Flexible Basis Representations for Modeling Large Non-Gaussian Spatial Data

TL;DR

This paper introduces an adaptive radial basis function approach within spatial generalized linear mixed models to efficiently model large, nonstationary, and non-Gaussian spatial datasets, improving prediction accuracy.

Contribution

It proposes a novel adaptive basis function method with RJMCMC for knot placement, enhancing modeling of large complex spatial data.

Findings

Outperforms existing methods in prediction accuracy

Maintains computational efficiency for large datasets

Successfully applied to environmental datasets

Abstract

Nonstationary and non-Gaussian spatial data are common in various fields, including ecology (e.g., counts of animal species), epidemiology (e.g., disease incidence counts in susceptible regions), and environmental science (e.g., remotely-sensed satellite imagery). Due to modern data collection methods, the size of these datasets have grown considerably. Spatial generalized linear mixed models (SGLMMs) are a flexible class of models used to model nonstationary and non-Gaussian datasets. Despite their utility, SGLMMs can be computationally prohibitive for even moderately large datasets (e.g., 5,000 to 100,000 observed locations). To circumvent this issue, past studies have embedded nested radial basis functions into the SGLMM. However, two crucial specifications (knot placement and bandwidth parameters), which directly affect model performance, are typically fixed prior to model-fitting. We propose a novel approach to model large nonstationary and non-Gaussian spatial datasets using adaptive radial basis functions.
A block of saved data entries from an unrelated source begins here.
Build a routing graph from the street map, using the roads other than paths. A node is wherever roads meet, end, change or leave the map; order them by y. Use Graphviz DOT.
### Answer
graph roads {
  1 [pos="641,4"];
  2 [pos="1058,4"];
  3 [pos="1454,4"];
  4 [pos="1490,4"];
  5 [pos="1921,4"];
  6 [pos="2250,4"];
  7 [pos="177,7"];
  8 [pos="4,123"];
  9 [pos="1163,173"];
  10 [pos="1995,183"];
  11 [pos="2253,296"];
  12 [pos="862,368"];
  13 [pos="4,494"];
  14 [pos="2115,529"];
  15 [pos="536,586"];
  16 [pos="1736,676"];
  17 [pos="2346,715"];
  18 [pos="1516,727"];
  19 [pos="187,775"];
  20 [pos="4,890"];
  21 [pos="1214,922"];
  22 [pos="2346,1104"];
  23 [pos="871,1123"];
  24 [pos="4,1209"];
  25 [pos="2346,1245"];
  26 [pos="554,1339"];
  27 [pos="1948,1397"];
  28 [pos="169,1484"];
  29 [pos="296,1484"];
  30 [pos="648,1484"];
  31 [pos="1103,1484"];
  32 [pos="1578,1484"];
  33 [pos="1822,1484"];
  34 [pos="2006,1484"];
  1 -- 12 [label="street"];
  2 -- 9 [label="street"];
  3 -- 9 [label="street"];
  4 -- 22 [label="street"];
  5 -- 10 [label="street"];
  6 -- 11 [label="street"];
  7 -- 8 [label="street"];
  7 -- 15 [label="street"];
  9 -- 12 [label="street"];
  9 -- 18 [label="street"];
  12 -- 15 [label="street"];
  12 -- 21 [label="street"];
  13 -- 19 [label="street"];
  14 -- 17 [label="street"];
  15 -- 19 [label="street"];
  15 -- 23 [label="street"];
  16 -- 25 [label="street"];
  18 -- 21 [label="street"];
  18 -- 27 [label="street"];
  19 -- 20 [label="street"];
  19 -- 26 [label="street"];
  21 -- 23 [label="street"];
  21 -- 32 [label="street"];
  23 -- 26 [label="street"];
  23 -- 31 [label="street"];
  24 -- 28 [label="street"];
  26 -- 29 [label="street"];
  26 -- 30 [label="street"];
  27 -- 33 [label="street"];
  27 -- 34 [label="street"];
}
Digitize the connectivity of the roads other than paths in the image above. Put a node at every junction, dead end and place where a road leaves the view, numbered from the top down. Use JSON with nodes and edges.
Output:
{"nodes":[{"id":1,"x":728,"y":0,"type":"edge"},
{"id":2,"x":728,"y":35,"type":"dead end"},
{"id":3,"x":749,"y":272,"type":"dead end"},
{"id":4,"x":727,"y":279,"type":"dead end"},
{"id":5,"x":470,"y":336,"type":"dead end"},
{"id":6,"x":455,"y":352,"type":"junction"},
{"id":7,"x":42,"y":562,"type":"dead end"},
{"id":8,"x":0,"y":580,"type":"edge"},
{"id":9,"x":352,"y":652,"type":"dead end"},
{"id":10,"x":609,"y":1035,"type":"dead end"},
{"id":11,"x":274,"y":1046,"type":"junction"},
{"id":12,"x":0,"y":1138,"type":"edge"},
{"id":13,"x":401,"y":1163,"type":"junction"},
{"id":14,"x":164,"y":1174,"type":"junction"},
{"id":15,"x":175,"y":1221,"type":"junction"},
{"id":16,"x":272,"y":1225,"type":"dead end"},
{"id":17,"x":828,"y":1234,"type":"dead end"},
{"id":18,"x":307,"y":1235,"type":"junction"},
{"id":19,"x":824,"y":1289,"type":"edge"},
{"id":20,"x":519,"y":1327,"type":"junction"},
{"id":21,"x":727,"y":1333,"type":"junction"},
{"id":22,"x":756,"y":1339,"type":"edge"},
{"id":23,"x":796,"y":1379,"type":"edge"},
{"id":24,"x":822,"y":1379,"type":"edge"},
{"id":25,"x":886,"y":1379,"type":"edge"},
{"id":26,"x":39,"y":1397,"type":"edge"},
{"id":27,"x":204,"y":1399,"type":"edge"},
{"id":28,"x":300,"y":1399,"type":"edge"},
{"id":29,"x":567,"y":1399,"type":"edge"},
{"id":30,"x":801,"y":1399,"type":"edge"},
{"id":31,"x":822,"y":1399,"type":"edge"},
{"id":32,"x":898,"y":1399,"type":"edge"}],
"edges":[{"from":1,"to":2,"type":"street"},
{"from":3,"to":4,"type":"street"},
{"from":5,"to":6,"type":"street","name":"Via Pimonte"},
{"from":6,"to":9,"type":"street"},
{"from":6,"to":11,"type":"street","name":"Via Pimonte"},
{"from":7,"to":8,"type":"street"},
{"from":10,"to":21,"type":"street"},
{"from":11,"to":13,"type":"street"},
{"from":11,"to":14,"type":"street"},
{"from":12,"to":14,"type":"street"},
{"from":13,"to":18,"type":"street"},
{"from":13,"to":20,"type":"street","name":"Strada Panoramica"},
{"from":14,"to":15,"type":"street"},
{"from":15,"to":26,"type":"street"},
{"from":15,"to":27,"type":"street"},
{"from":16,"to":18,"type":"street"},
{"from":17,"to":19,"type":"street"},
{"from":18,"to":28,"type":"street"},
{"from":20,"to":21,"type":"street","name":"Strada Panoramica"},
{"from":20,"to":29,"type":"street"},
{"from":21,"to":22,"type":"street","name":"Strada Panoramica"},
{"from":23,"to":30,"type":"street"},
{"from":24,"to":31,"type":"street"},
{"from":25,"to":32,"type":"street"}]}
Our approach: (1) partitions the spatial domain into subregions; (2) employs reversible-jump Markov chain Monte Carlo (RJMCMC) to infer the number and location of the knots within each partition; and (3) models the latent spatial surface using partition-varying and adaptive basis functions. Through an extensive simulation study, we show that our approach provides more accurate predictions than competing methods while preserving computational efficiency. We demonstrate our approach on two environmental datasets - incidences of plant species and counts of bird species in the United States.